Yesterday. This was my last full day on the conference contribution. I’m an organised man, but I like to hold back on the conclusion to a project until the eleventh hour. This encourages a sense of energy (a productive and controllable anxiety), and bridges the gap between completion and delivery. The paper, the visual presentation, and the ‘performance’ material have grown over several months. On Friday, when they go public, they’ll be feel fresh (to me). In the morning, I wrote the paper’s last two paragraphs. After lunch, I planned my journey south, purchased rail tickets, initiated multiple back-up plans for all dimensions of the project (the shop will go on), and finalised the sound-file transfer of the sample pieces. In the evening, I made trial of the sound the sound system that I’d be using, conducted a number of run-throughs with my material, and started to pack the gear for transport. Rehearse, rehearse, rehearse: in order not to perform the material flawlessly so much as to prepare myself for every eventuality. I’m now ready, and before time. I’ll be able to acquit myself of my responsibilities in the knowledge and security that I’m more than reasonably prepared for whatever mishaps, oversights, and technical glitches may strewn my path. (Short of losing my voice, that is. But I’ll be taking a supply of cough and throat lozenges, just in case.)
Today. I’ve had bad dreams during the past two nights. Loss, removal, and antagonism are the common themes. Waking came as a relief. I had time to walk along the Promenade, after I’d retrieved my meds from the chemists and before a snip at the hairdressers. After the weekend storm, a fair tonnage of shale had been deposited on the walkway. It looks and feels like the three-dimensional equivalent of visual static. (Brown noise!)
After a cut and a fairly in-depth discussion about education with my hairdresser (never believe the lie that they’re all shallow ‘Sharons’), I took refuge in an other-than-usual watering hole to catch up on admin, and take-in a black decaf Americano (which my body will tolerate, very occasionally). The Barista was a Polish psychology student. Her training comes in handy when dealing with difficult customers, she remarked.
Back at the mothership, I attended to admin that my keyboard-assisted iPad had failed to deal with. The second part of the morning was dedicated to MA Fine Art students.
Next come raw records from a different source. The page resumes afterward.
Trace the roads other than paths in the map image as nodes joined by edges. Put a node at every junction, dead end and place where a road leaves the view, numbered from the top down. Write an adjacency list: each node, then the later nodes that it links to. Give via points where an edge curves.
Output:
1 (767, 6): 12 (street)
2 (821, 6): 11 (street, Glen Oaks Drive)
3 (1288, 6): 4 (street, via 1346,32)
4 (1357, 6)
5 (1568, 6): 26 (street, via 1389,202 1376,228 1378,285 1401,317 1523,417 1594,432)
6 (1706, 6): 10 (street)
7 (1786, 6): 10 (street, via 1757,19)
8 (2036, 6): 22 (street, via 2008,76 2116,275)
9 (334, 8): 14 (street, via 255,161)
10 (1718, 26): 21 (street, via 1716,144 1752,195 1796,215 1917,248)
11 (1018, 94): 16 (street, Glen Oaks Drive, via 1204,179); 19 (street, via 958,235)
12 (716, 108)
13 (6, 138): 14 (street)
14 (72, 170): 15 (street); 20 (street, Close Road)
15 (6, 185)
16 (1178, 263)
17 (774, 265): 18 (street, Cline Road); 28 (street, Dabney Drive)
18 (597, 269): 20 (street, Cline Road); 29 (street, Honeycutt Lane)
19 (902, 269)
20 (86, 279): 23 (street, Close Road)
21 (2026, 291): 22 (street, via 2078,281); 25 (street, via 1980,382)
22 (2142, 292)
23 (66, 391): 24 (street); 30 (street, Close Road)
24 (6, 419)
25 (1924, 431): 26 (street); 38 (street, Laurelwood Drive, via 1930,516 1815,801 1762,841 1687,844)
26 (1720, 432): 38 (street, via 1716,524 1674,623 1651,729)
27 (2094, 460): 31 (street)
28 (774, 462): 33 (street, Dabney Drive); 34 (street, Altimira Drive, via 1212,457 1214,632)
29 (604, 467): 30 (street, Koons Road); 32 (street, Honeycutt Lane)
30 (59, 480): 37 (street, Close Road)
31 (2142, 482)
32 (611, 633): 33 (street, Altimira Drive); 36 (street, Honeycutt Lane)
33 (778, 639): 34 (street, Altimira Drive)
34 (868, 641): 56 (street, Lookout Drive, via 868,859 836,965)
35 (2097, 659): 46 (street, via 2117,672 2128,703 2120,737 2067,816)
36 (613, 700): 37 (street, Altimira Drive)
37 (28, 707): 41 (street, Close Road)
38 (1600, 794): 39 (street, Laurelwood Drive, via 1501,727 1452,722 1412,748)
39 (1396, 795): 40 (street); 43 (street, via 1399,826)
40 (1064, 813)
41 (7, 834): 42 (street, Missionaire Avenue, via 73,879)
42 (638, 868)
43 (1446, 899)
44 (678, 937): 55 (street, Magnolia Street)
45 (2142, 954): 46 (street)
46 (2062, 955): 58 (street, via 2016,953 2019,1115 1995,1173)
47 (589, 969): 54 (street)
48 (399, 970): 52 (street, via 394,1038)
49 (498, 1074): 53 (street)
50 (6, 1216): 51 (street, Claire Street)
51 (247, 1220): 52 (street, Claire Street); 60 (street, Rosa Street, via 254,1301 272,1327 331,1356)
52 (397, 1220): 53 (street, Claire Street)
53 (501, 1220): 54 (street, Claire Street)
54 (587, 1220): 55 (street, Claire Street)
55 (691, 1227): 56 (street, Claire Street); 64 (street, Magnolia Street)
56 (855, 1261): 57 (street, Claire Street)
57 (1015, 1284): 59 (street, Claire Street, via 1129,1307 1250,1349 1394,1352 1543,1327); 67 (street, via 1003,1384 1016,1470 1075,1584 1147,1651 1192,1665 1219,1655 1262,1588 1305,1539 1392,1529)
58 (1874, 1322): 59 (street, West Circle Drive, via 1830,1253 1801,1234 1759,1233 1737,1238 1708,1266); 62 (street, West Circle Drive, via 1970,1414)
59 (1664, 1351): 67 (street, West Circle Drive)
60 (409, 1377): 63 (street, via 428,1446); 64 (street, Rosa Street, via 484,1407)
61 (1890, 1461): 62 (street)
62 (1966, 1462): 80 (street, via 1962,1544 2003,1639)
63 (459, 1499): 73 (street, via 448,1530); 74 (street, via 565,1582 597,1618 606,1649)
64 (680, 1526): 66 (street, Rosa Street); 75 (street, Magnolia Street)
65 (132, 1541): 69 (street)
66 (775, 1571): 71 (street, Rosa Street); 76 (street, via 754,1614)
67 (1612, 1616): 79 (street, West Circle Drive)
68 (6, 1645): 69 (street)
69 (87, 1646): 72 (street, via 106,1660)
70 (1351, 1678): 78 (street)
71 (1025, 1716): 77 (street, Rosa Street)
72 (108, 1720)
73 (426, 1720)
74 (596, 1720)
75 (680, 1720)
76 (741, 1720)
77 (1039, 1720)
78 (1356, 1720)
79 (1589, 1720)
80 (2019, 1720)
In each case, our conversations moved beyond the territory of paint, methodology, and composition to embrace dimensions that aren’t strictly physical and perceptual and, yet, shape our attitude to, and awareness of, them profoundly:
- ‘evoking those things that don’t appear in this world but which are no less real than those that do’;
- ‘to move beyond the eyes, the mind, and the heart to another part of one’s self.
After lunch I walked to the Old College to hold one further tutorial at this level.
At some point, next year in all likelihood, all our students will be turfed out of the building, and along with everyone else, in order for a much needed restoration to begin. My peregrinations between there and the mothership will come to an end. On days like this, I feel unduly blessed to live and work in Aberystwyth. The smells of the Summer holidays persist: seaweed, salt-air, and chips. In just a few hours, the landscape that had greeted me this morning had changed markedly. Our life’s circumstances may, likewise, improve just as suddenly.
I returned to the School via the ‘cloistered park’. What’s the world coming to if you don’t have either the time or the inclination to cast a sycamore seed into the air. It’s one of those simple experiences that affirm the continuity between childhood and adulthood.
Late afternoon, I began the MA Vocational Practice module. We were looking at the topic of ‘Delivery Lectures’. The class provided mature and considered responses to the sometimes intractable problems that were set for them. Together, they make a formidable working team.
In the evening, I continued packing equipment and making preparations for my time away.